# Lazy Pirogy



## CharlieD (May 9, 2012)

Lazy Pirogy, or as they are called in Russian Lenivie Vareniki. (TNT)

Or you can call them Halushki in Ukrainian, or if you want to make them Italian, they would probably be called gnocchi. Not sure though.

Anyways:
½ lb. farmers’ cheese
1 egg
1 cup flour
Salt to taste 
½ tea spoon Baking soda 
and 
1 table spoon of vinegar mixed together 
(Can be substituted for baking powder) 

I was really lazy this morning, could not get out of the bed. I overslept my first shift of Morning Prayer, decided to make something different for kids. I did not have Farmers cheese, only Cottage, I do not really like to use it because it has too much liquid for this this dish, but I did it anyway, had to add more flour. Mix/kneed everything together till a ball forms, roll it out into a long round, or not so round, ahh, darn, what is it cold, you know shape like snake, round and long. Anyways you know what I mean. Do you? If you do tell me what it is called, please. Doesn’t have to be perfect by any means. In the meantime boil some water in a pot, it is better to have pot big enough so you pasta, let’s call it that, will have enough room to cook and grow, because if you did it right it will grow. Add a little bit of sat to the water. Slice the pasta into about half an inch to ¾ of an inch pieces and put into boiling water. In the beginning when I first started making this I would cook only one to see if it falls apart, if it did I would add more flour and kneed it some more. When they swim to the top, give them couple more minutes and they are done. Take it out with slotted spoon; serve with butter and sour cream.


----------



## CWS4322 (May 9, 2012)

Thanks for this! And, the story to accompany it. I also have a lazy day perogie recipe that is a "lazy day" perogie hotdish. I'll have to dig it out when I get settled.


----------



## tinlizzie (May 9, 2012)

Thank you very much for the directions that go along with the recipe.

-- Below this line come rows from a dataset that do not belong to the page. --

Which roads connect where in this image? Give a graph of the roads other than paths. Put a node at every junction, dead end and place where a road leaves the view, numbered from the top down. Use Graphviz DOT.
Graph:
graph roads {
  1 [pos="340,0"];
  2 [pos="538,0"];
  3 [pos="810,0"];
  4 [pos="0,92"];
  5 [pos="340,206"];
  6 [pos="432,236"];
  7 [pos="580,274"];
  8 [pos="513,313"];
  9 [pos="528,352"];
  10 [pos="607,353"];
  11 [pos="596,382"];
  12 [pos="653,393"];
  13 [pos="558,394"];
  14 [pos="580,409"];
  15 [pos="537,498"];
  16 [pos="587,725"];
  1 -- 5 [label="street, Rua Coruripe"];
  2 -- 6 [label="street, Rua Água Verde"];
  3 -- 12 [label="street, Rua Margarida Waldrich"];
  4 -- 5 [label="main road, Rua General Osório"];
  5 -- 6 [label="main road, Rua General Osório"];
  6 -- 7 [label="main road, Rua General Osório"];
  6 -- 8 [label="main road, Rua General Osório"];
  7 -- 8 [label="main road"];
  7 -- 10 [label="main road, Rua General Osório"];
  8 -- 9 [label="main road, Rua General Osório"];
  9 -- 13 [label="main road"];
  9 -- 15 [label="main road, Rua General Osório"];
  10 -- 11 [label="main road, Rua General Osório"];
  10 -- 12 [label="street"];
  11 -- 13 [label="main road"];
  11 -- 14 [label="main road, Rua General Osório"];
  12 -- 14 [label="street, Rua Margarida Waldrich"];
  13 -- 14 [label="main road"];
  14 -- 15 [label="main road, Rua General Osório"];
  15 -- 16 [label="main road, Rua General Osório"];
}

In the town where I grew up, there were a lot of cooks who came from Eastern Europe, Czechoslovakia, mostly, and I recall them talking about haluski noodles.  These were the same ladies who made chicken paprikash for Sunday dinners.  I wonder if your little dumplings are the same thing as their noodles.  In any case, I'm copying your recipe for my file and hope I'll be brave enough to try it one of these days.


----------



## taxlady (May 9, 2012)

I would call that a rope or a snake.


----------



## justplainbill (May 9, 2012)

Some people would expect  Halušky / галушка to contain potatoes.


----------



## CWS4322 (May 9, 2012)

justplainbill said:


> Some people would expect  Halušky / галушка to contain potatoes.


I think that it is a regional thing...my Czech friend expects her perogies to be filled with sauerkraut, some of my polish friends, potatoes...


----------



## justplainbill (May 9, 2012)

CWS4322 said:


> I think that it is a regional thing...my fCzech friend expects her perogies to be filled with sauerkraut, some of my polish friends, potatoes...


I was referring to the composition / content of the dough / noodle / dumpling.


----------



## PrincessFiona60 (May 9, 2012)

CharlieD said:


> Lazy Pirogy, or as they are called in Russian Lenivie Vareniki. (TNT)
> 
> Or you can call them Halushki in Ukrainian, or if you want to make them Italian, they would probably be called gnocchi. Not sure though.
> 
> ...



Do you mean rolled into a rope, Charlie?

And I have copied and pasted this!  Thanks!


----------



## CharlieD (May 9, 2012)

PrincessFiona60 said:


> Do you mean rolled into a rope, Charlie?
> 
> And I have copied and pasted this!  Thanks!


there you go, that is what I meant. Thank you.


----------



## CharlieD (May 9, 2012)

justplainbill said:


> Some people would expect  Halušky / галушка to contain potatoes.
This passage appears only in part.